:: Required work ::
Restate the data exactly as given and keep the pictures out.

----

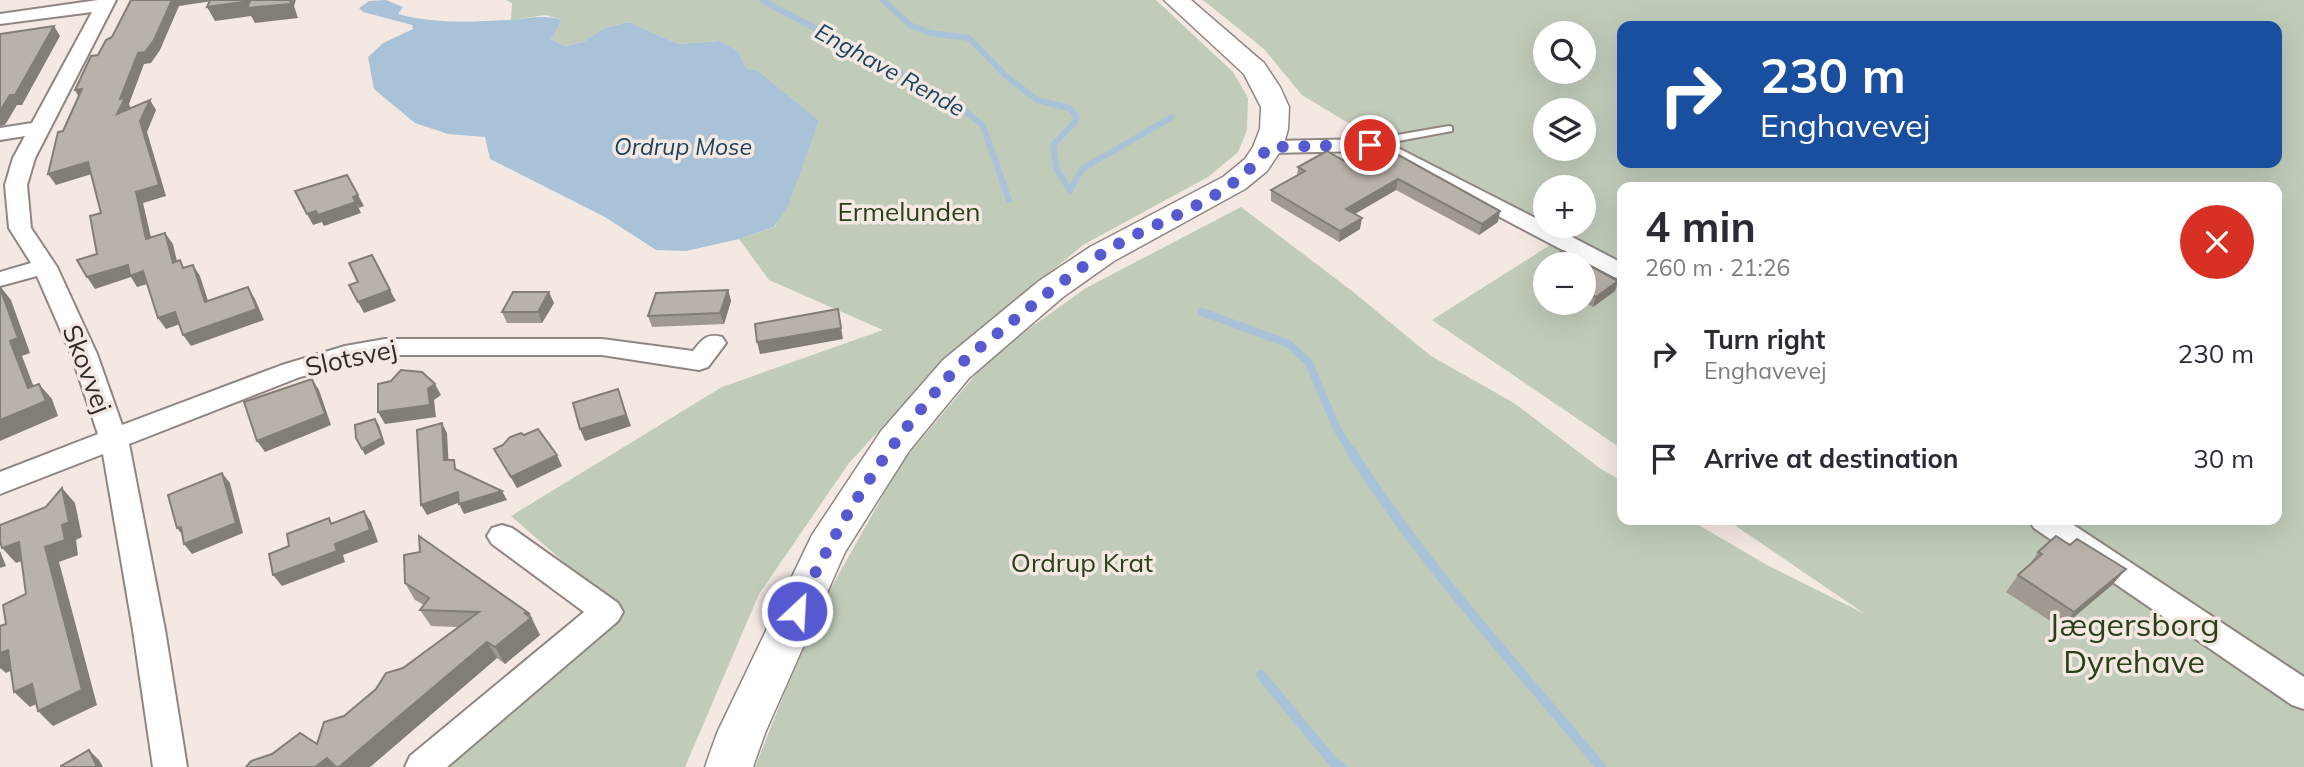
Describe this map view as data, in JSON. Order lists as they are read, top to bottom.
{
  "streets": {
    "street": ["Slotsvej", "Skovvej"]
  },
  "crossings": [
    ["Slotsvej", "Skovvej"]
  ],
  "water": ["Enghave Rende", "Ordrup Mose"],
  "parks": ["Ermelunden", "Ordrup Krat", "Jægersborg Dyrehave"],
  "page": {
    "map_buttons": ["+", "−"],
    "turn": ["230 m", "Enghavevej"],
    "heading": ["4 min", "260 m · 21:26"],
    "list": [
      {
        "name": "Turn right",
        "note": "Enghavevej",
        "value": "230 m"
      },
      {
        "name": "Arrive at destination",
        "value": "30 m"
      }
    ]
  }
}
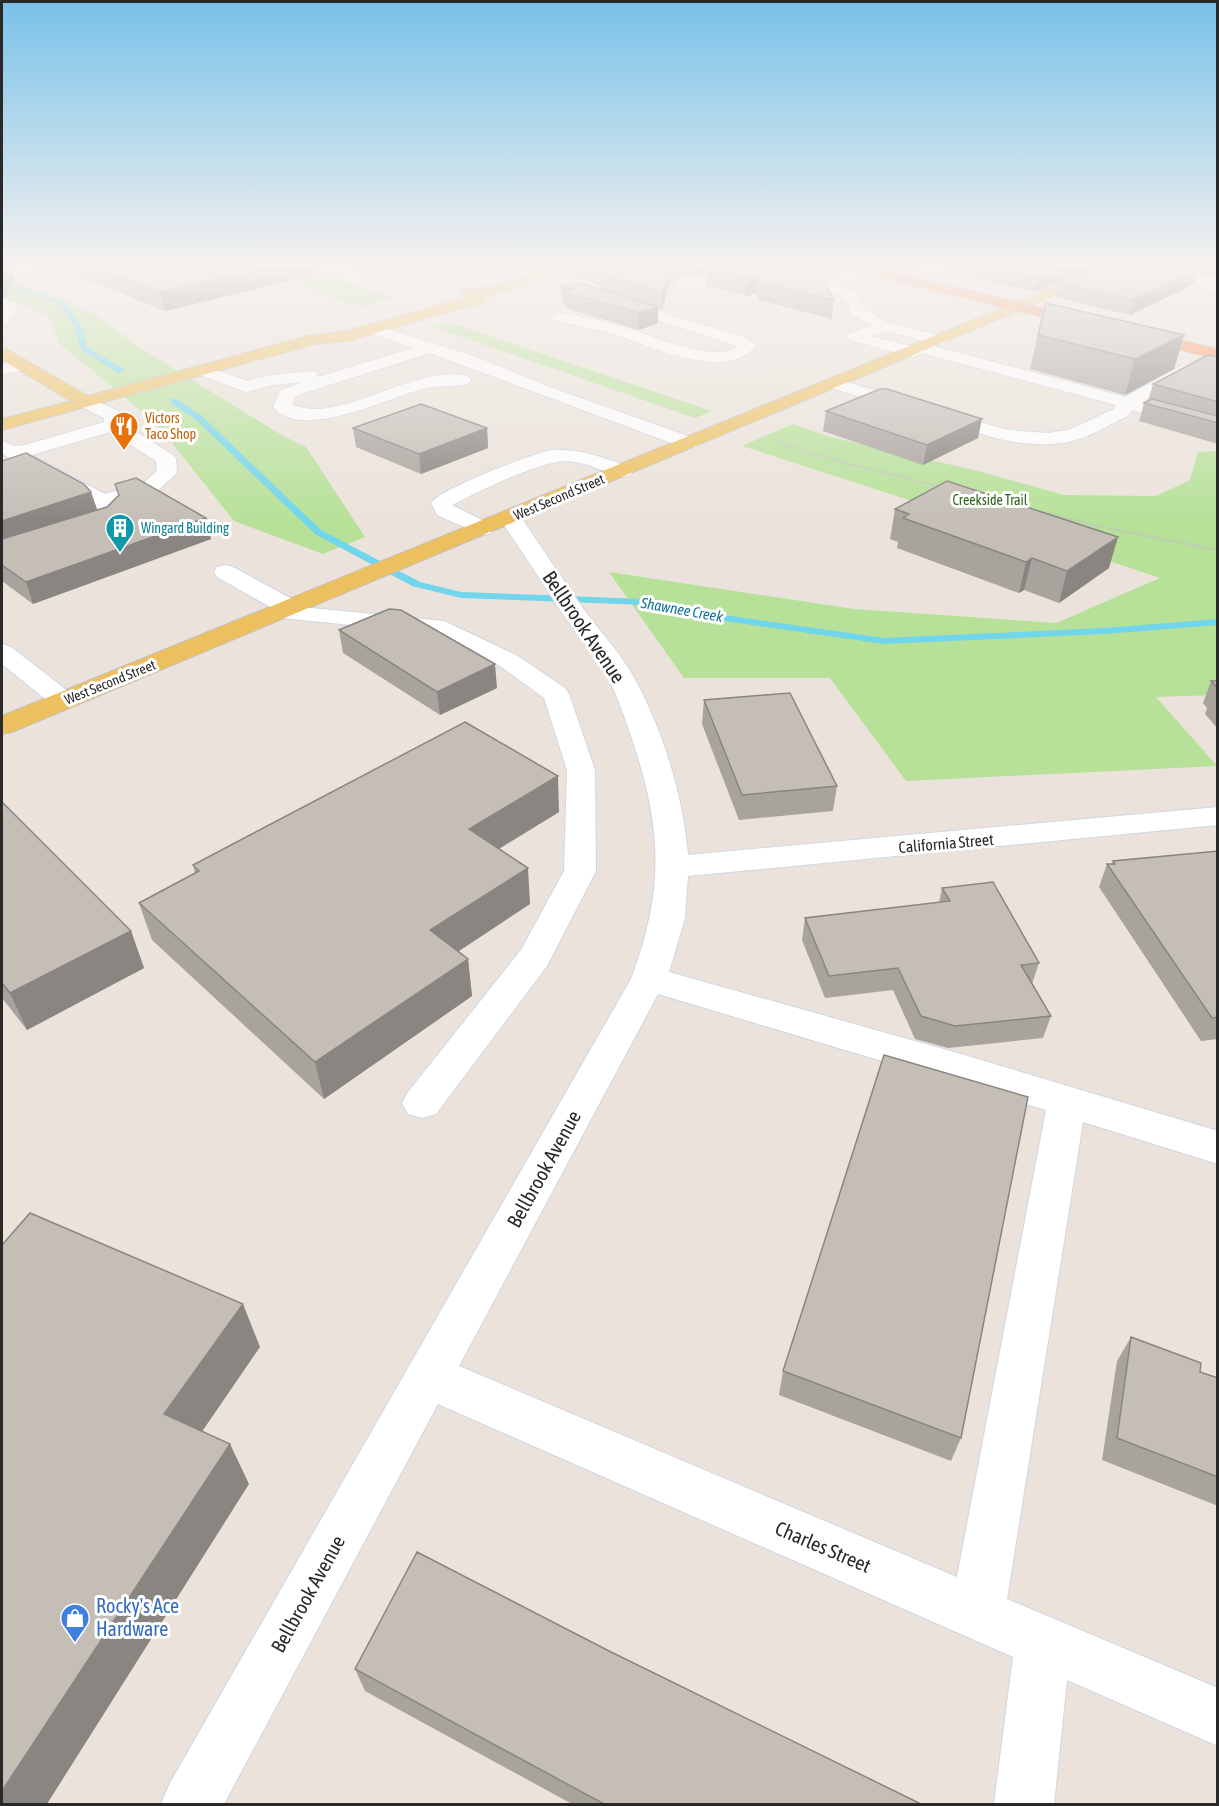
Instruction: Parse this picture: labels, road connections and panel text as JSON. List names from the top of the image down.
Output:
{
  "streets": {
    "main road": ["West Second Street"],
    "street": ["Bellbrook Avenue", "California Street", "Charles Street"]
  },
  "crossings": [
    ["West Second Street", "Bellbrook Avenue"],
    ["Bellbrook Avenue", "California Street"],
    ["Bellbrook Avenue", "Charles Street"]
  ],
  "water": ["Shawnee Creek"],
  "parks": ["Creekside Trail"],
  "places": {
    "restaurant": ["Victors Taco Shop"],
    "building": ["Wingard Building"],
    "shop": ["Rocky's Ace Hardware"]
  }
}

----

:: Written solution ::
Describe this map view as data, in JSON. Order lists as they are read, top to bottom.
{
  "streets": {
    "street": ["Slotsvej", "Skovvej"]
  },
  "crossings": [
    ["Slotsvej", "Skovvej"]
  ],
  "water": ["Enghave Rende", "Ordrup Mose"],
  "parks": ["Ermelunden", "Ordrup Krat", "Jægersborg Dyrehave"],
  "page": {
    "map_buttons": ["+", "−"],
    "turn": ["230 m", "Enghavevej"],
    "heading": ["4 min", "260 m · 21:26"],
    "list": [
      {
        "name": "Turn right",
        "note": "Enghavevej",
        "value": "230 m"
      },
      {
        "name": "Arrive at destination",
        "value": "30 m"
      }
    ]
  }
}
Instruction: Parse this picture: labels, road connections and panel text as JSON. List names from the top of the image down.
Output:
{
  "streets": {
    "main road": ["West Second Street"],
    "street": ["Bellbrook Avenue", "California Street", "Charles Street"]
  },
  "crossings": [
    ["West Second Street", "Bellbrook Avenue"],
    ["Bellbrook Avenue", "California Street"],
    ["Bellbrook Avenue", "Charles Street"]
  ],
  "water": ["Shawnee Creek"],
  "parks": ["Creekside Trail"],
  "places": {
    "restaurant": ["Victors Taco Shop"],
    "building": ["Wingard Building"],
    "shop": ["Rocky's Ace Hardware"]
  }
}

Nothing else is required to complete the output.